*** Data to examine ***

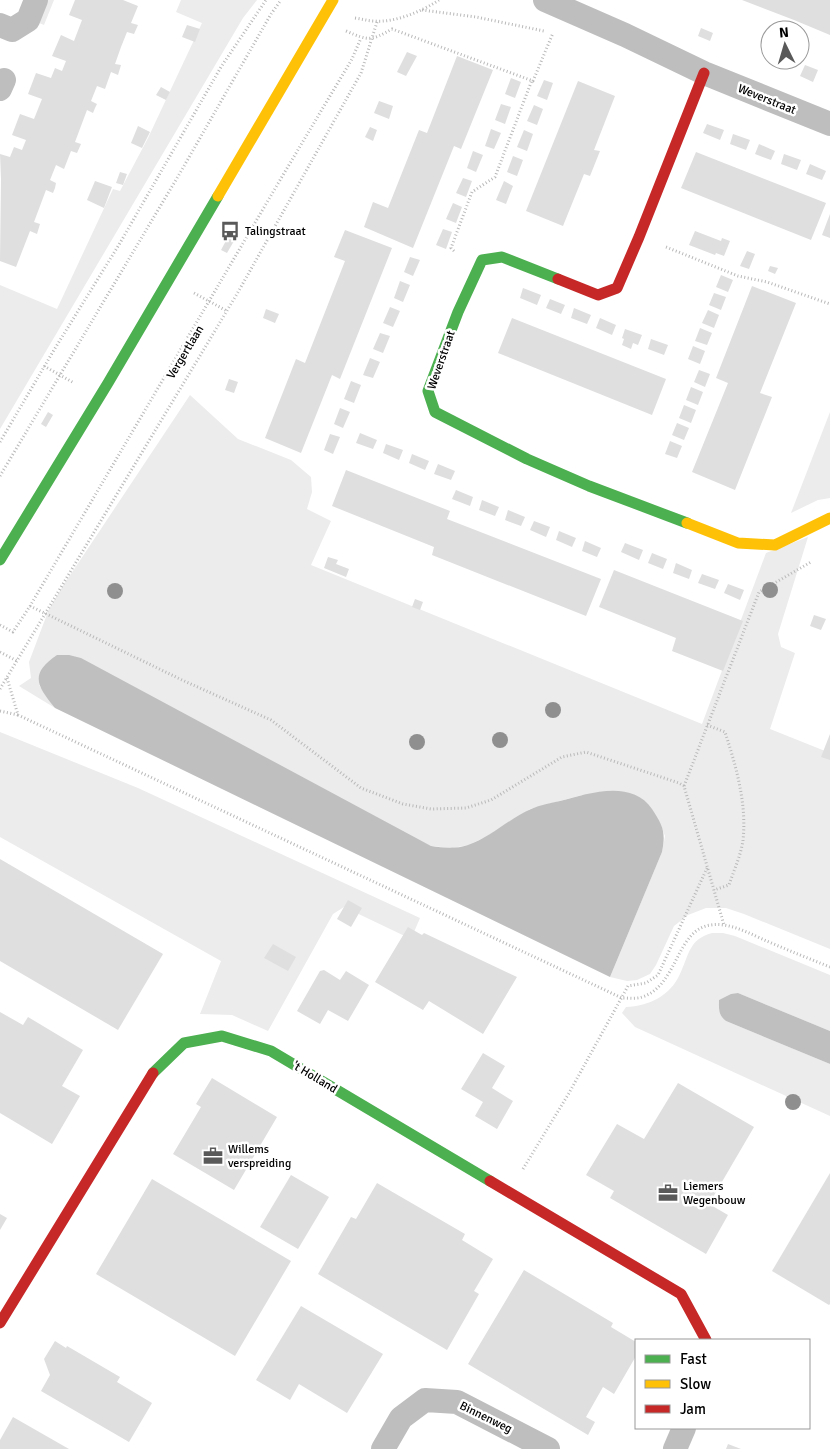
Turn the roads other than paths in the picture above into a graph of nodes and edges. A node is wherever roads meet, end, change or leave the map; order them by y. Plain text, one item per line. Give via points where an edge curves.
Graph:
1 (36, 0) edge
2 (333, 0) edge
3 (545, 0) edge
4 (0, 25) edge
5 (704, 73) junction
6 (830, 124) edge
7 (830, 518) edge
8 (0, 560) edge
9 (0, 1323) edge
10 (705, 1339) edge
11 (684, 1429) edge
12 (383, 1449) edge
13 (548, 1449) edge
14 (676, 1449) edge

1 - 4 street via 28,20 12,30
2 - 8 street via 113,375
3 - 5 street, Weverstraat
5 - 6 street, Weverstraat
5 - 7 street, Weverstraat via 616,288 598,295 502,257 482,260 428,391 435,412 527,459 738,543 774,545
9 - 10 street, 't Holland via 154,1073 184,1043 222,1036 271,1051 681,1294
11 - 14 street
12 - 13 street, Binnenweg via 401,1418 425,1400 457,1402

*** End of Data to examine ***
*** Data to examine ***

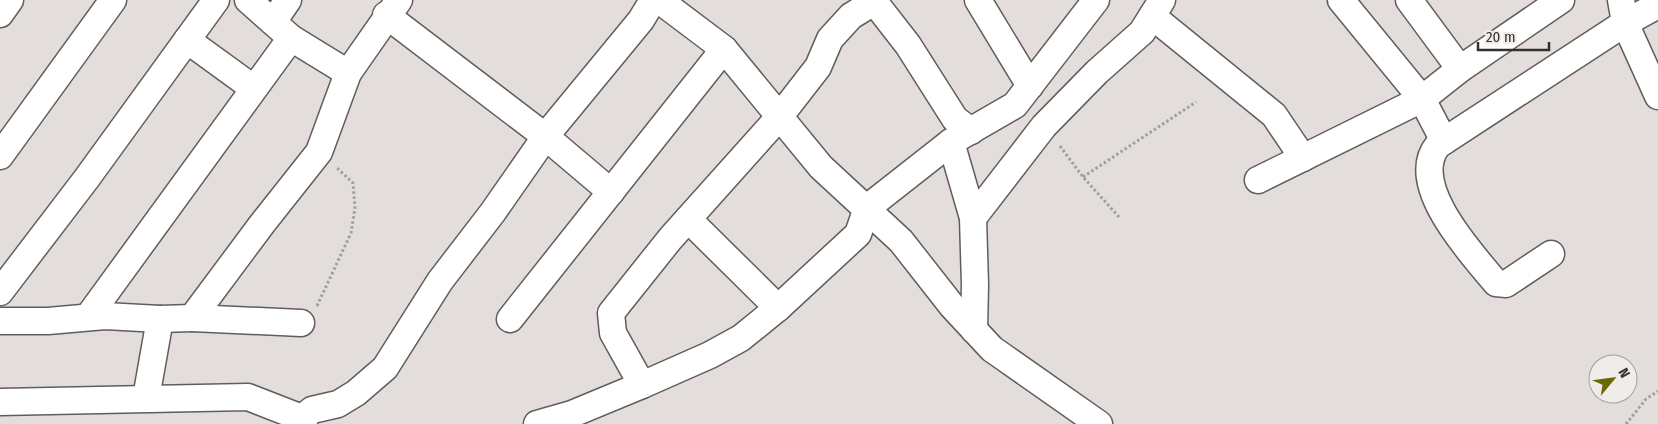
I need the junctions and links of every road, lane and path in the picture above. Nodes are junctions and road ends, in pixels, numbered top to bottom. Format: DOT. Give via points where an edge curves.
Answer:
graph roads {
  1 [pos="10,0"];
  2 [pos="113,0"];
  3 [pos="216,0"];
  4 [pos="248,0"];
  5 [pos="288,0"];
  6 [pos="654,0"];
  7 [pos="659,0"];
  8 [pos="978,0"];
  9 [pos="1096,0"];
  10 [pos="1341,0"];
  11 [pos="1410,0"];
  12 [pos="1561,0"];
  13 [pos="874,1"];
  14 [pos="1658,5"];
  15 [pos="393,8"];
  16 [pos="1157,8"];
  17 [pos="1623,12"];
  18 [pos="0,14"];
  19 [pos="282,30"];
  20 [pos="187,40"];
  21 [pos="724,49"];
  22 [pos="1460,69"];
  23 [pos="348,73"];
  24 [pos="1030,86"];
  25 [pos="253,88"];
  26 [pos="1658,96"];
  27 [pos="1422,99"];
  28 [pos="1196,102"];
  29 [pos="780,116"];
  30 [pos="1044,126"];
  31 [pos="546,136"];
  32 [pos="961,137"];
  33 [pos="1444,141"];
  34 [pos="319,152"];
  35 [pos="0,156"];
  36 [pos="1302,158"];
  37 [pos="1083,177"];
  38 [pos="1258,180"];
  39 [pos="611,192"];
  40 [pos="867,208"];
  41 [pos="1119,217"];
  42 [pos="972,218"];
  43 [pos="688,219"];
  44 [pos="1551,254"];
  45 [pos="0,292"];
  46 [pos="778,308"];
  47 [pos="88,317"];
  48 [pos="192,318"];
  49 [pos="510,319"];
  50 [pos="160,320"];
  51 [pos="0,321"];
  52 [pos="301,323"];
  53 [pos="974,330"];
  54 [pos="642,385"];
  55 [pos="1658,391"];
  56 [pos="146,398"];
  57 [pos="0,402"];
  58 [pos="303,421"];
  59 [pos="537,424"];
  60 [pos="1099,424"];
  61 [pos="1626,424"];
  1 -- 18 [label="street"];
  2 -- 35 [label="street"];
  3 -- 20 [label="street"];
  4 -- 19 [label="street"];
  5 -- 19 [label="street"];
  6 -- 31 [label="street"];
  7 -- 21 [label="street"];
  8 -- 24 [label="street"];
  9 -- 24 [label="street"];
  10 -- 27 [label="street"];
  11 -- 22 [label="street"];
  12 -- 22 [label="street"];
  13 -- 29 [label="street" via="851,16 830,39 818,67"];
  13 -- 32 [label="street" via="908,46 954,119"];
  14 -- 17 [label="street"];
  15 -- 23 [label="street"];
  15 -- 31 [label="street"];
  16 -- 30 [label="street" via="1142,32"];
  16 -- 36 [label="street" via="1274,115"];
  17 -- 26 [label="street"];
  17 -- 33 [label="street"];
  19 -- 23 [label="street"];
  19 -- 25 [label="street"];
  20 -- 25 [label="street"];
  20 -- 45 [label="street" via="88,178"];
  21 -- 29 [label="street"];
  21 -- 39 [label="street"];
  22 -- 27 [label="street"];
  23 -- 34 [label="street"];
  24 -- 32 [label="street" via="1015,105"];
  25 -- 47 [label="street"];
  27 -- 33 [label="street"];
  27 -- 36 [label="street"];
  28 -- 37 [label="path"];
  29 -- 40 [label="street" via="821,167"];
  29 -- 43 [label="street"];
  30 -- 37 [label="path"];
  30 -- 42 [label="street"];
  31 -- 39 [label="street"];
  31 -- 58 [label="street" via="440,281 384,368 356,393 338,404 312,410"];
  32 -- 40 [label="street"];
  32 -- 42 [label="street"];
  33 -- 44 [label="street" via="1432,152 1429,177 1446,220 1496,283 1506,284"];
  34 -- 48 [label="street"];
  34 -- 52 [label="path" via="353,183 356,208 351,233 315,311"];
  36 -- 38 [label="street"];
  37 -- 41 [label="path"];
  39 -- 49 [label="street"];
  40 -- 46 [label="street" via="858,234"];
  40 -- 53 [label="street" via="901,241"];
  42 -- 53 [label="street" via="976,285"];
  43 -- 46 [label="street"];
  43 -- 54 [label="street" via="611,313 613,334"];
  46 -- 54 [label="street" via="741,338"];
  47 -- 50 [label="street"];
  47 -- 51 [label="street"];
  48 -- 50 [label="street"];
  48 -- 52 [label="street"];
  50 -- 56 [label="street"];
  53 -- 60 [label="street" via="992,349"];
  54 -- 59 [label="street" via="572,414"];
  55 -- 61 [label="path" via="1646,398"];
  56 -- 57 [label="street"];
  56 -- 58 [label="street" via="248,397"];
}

*** End of Data to examine ***

• **What to do**
Pull together all lines from the data that mention the word "above".

• **Answer space**
Turn the roads other than paths in the picture above into a graph of nodes and edges. A node is wherever roads meet, end, change or leave the map; order them by y. Plain text, one item per line. Give via points where an edge curves.
I need the junctions and links of every road, lane and path in the picture above. Nodes are junctions and road ends, in pixels, numbered top to bottom. Format: DOT. Give via points where an edge curves.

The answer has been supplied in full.